Where Is Inspiration Hiding Today?
MMMM Links & Ponders 11/20/23
“Why did I want to make movies in the early 80s? Because I thought they sucked, not because I loved them. I was so angry at the movies that were coming up at my time, I wanted to make something different. I see a lot of people who feel the same way [nowadays] and I think that is going to give rise to a great blooming of expression that will aesthetically, narratively and politically radicalize a whole group of audiences.” I was at IDFA for the international premiere of INVISIBLE NATION and had a public conversation a bit on my career, and a bit on why we make and watch what we do, and Variety kindly covered it. Sometimes it feels like four decades in the film business becomes a story unto itself… and it shouldn’t be that way. We should all know we have that long or longer, but it isn’t that way, is it?
Before we got to IDFA, Variety also interviewed Vanessa and me about the film. INVISIBLE NATION, like most documentaries, is a testament to perseverance and tenacity. Faith. Sacrifice. Resilience. It helps when the subject is also all that and a whole lot more. It shows how much we have to work together for something better. We all get married to our work and you have to make sure there is enough substance in what you do to keep you motivated through thick and thin. Is it that I see a metaphor for life in work, or a metaphor for work in life? Either way it keeps me going.
Filmmaker Magazine also ran this great interview with Vanessa (my wife & director) on our film INVISIBLE NATION. I particularly like her answer on her advice for Western filmmakers working internationally, but it pertains to all of us, no matter what we do: "I like the Black Lives Matter principles as principles for documentary filmmaking, particularly when working in other countries with sensitive political histories and geopolitical dangers like Taiwan: “Lead with love, low ego, high impact, move at the speed of trust.” I would add: always seek to collaborate with local filmmaking teams and surround yourself with excellent, honest advisors." Please check all these articles out, heart them, and share them widely. We need so much support to get this story and film out. It shouldn’t surprise me, but it does.

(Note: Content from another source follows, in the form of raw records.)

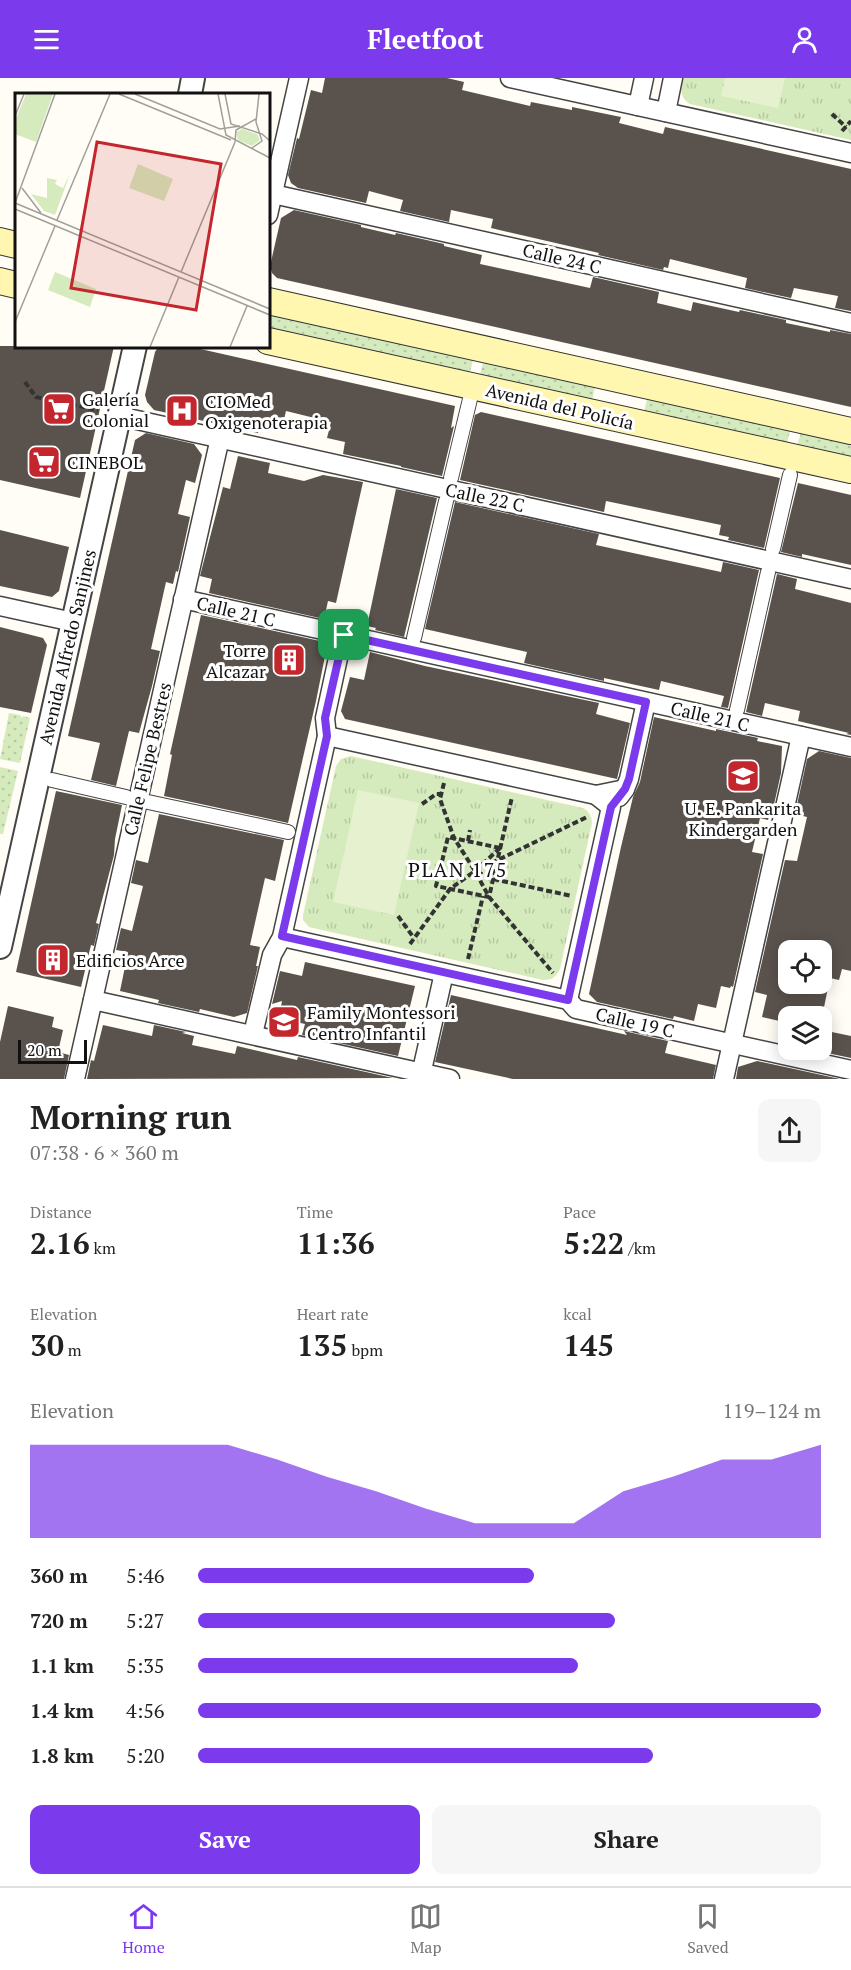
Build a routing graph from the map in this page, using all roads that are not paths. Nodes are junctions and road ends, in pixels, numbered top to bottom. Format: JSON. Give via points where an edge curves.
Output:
{"nodes":[{"id":1,"x":193,"y":78,"type":"edge"},
{"id":2,"x":299,"y":78,"type":"edge"},
{"id":3,"x":510,"y":78,"type":"edge"},
{"id":4,"x":644,"y":78,"type":"edge"},
{"id":5,"x":674,"y":78,"type":"edge"},
{"id":6,"x":190,"y":93,"type":"edge"},
{"id":7,"x":638,"y":106,"type":"junction"},
{"id":8,"x":666,"y":112,"type":"junction"},
{"id":9,"x":851,"y":153,"type":"edge"},
{"id":10,"x":273,"y":194,"type":"junction"},
{"id":11,"x":270,"y":207,"type":"edge"},
{"id":12,"x":0,"y":241,"type":"edge"},
{"id":13,"x":15,"y":245,"type":"edge"},
{"id":14,"x":0,"y":281,"type":"edge"},
{"id":15,"x":15,"y":285,"type":"edge"},
{"id":16,"x":270,"y":302,"type":"edge"},
{"id":17,"x":851,"y":322,"type":"edge"},
{"id":18,"x":270,"y":341,"type":"edge"},
{"id":19,"x":134,"y":348,"type":"edge"},
{"id":20,"x":623,"y":380,"type":"junction"},
{"id":21,"x":470,"y":399,"type":"dead end"},
{"id":22,"x":111,"y":414,"type":"junction"},
{"id":23,"x":614,"y":418,"type":"junction"},
{"id":24,"x":851,"y":431,"type":"edge"},
{"id":25,"x":220,"y":438,"type":"junction"},
{"id":26,"x":851,"y":470,"type":"edge"},
{"id":27,"x":790,"y":475,"type":"dead end"},
{"id":28,"x":451,"y":478,"type":"dead end"},
{"id":29,"x":446,"y":501,"type":"dead end"},
{"id":30,"x":773,"y":549,"type":"dead end"},
{"id":31,"x":768,"y":572,"type":"dead end"},
{"id":32,"x":851,"y":579,"type":"edge"},
{"id":33,"x":183,"y":599,"type":"junction"},
{"id":34,"x":0,"y":606,"type":"edge"},
{"id":35,"x":73,"y":622,"type":"junction"},
{"id":36,"x":344,"y":635,"type":"junction"},
{"id":37,"x":414,"y":638,"type":"dead end"},
{"id":38,"x":646,"y":702,"type":"junction"},
{"id":39,"x":737,"y":710,"type":"dead end"},
{"id":40,"x":327,"y":736,"type":"junction"},
{"id":41,"x":801,"y":736,"type":"junction"},
{"id":42,"x":851,"y":747,"type":"edge"},
{"id":43,"x":52,"y":780,"type":"dead end"},
{"id":44,"x":625,"y":789,"type":"junction"},
{"id":45,"x":596,"y":795,"type":"junction"},
{"id":46,"x":126,"y":797,"type":"dead end"},
{"id":47,"x":147,"y":802,"type":"dead end"},
{"id":48,"x":611,"y":807,"type":"junction"},
{"id":49,"x":288,"y":832,"type":"dead end"},
{"id":50,"x":1,"y":936,"type":"edge"},
{"id":51,"x":282,"y":936,"type":"junction"},
{"id":52,"x":444,"y":973,"type":"junction"},
{"id":53,"x":93,"y":1000,"type":"junction"},
{"id":54,"x":568,"y":1000,"type":"junction"},
{"id":55,"x":253,"y":1035,"type":"junction"},
{"id":56,"x":732,"y":1044,"type":"junction"},
{"id":57,"x":851,"y":1070,"type":"edge"},
{"id":58,"x":421,"y":1076,"type":"edge"},
{"id":59,"x":75,"y":1079,"type":"edge"},
{"id":60,"x":450,"y":1079,"type":"edge"},
{"id":61,"x":724,"y":1079,"type":"edge"}],
"edges":[{"from":1,"to":6,"type":"street"},
{"from":2,"to":10,"type":"street"},
{"from":3,"to":7,"type":"street"},
{"from":4,"to":7,"type":"street"},
{"from":5,"to":8,"type":"street"},
{"from":7,"to":8,"type":"street"},
{"from":8,"to":9,"type":"street"},
{"from":10,"to":11,"type":"street"},
{"from":10,"to":17,"type":"street","name":"Calle 24 C"},
{"from":12,"to":13,"type":"main road"},
{"from":14,"to":15,"type":"main road"},
{"from":16,"to":20,"type":"main road"},
{"from":18,"to":23,"type":"main road","name":"Avenida del Policía"},
{"from":19,"to":22,"type":"street","name":"Avenida Alfredo Sanjines"},
{"from":20,"to":23,"type":"main road"},
{"from":20,"to":24,"type":"main road"},
{"from":21,"to":28,"type":"street"},
{"from":22,"to":25,"type":"street","name":"Calle 22 C"},
{"from":22,"to":35,"type":"street","name":"Avenida Alfredo Sanjines"},
{"from":23,"to":26,"type":"main road","name":"Avenida del Policía"},
{"from":25,"to":32,"type":"street","name":"Calle 22 C"},
{"from":25,"to":33,"type":"street","name":"Calle Felipe Bestres"},
{"from":27,"to":30,"type":"street"},
{"from":29,"to":37,"type":"street"},
{"from":31,"to":39,"type":"street"},
{"from":33,"to":36,"type":"street","name":"Calle 21 C"},
{"from":33,"to":53,"type":"street","name":"Calle Felipe Bestres"},
{"from":34,"to":35,"type":"street"},
{"from":35,"to":50,"type":"street","name":"Avenida Alfredo Sanjines"},
{"from":36,"to":38,"type":"street","name":"Calle 21 C"},
{"from":36,"to":40,"type":"street","via":[[325,718]]},
{"from":38,"to":41,"type":"street","name":"Calle 21 C"},
{"from":38,"to":44,"type":"street"},
{"from":40,"to":45,"type":"street"},
{"from":40,"to":51,"type":"street"},
{"from":41,"to":42,"type":"street","name":"Calle 21 C"},
{"from":41,"to":56,"type":"street"},
{"from":43,"to":46,"type":"street"},
{"from":44,"to":45,"type":"street"},
{"from":44,"to":48,"type":"street"},
{"from":45,"to":48,"type":"street"},
{"from":47,"to":49,"type":"street"},
{"from":48,"to":54,"type":"street"},
{"from":51,"to":52,"type":"street","name":"Calle 19 C"},
{"from":51,"to":55,"type":"street","via":[[272,955]]},
{"from":52,"to":54,"type":"street","name":"Calle 19 C"},
{"from":52,"to":58,"type":"street"},
{"from":53,"to":55,"type":"street"},
{"from":53,"to":59,"type":"street","name":"Calle Felipe Bestres"},
{"from":54,"to":56,"type":"street","name":"Calle 19 C","via":[[576,1009]]},
{"from":55,"to":58,"type":"street"},
{"from":56,"to":57,"type":"street","name":"Calle 19 C"},
{"from":56,"to":61,"type":"street"},
{"from":58,"to":60,"type":"street"}]}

We’ve had so many folks who have been involved with the film, or who have seen the film tell us how much it means that this film was made (and done so well, if I do say so myself!) as it is a story that powerful forces did not want told and we had to wait for certain key things to unfold. It is a difficult situation, with uphill battles all the way. All movies are, but because the story is that way too, it is particularly challenging. It leaves me exhausted and wondering what can be done and why does it have to be this way.
The struggle also then inspires me… Is that how this is also supposed to work? Packed theaters at all the screenings. Folks mobbing Vanessa like a superstar, tears in their eyes. But it still isn’t easy. There is so much still do, and so much we have to raise funds for. We really haven’t gotten very far in forty years. Had we made a film like this then, perhaps it would of been easier as there were not as many distractions. You can have one of the most critical stories of our time, one that hasn’t been told on screen before, and still be in danger of being overlooked.
Each news item we get is precious, but we still don’t have what we need. And we are fortunate to get the press we have. We are fortunate to have good publicists like the team at Verdant. But boy oh boy is it tough just to get reviews. Why?!! Particularly when it is a subject in the news? What could be done to right this failure of our film ecosystem? We have ideas. Others do too. But will they work? Will they work well enough?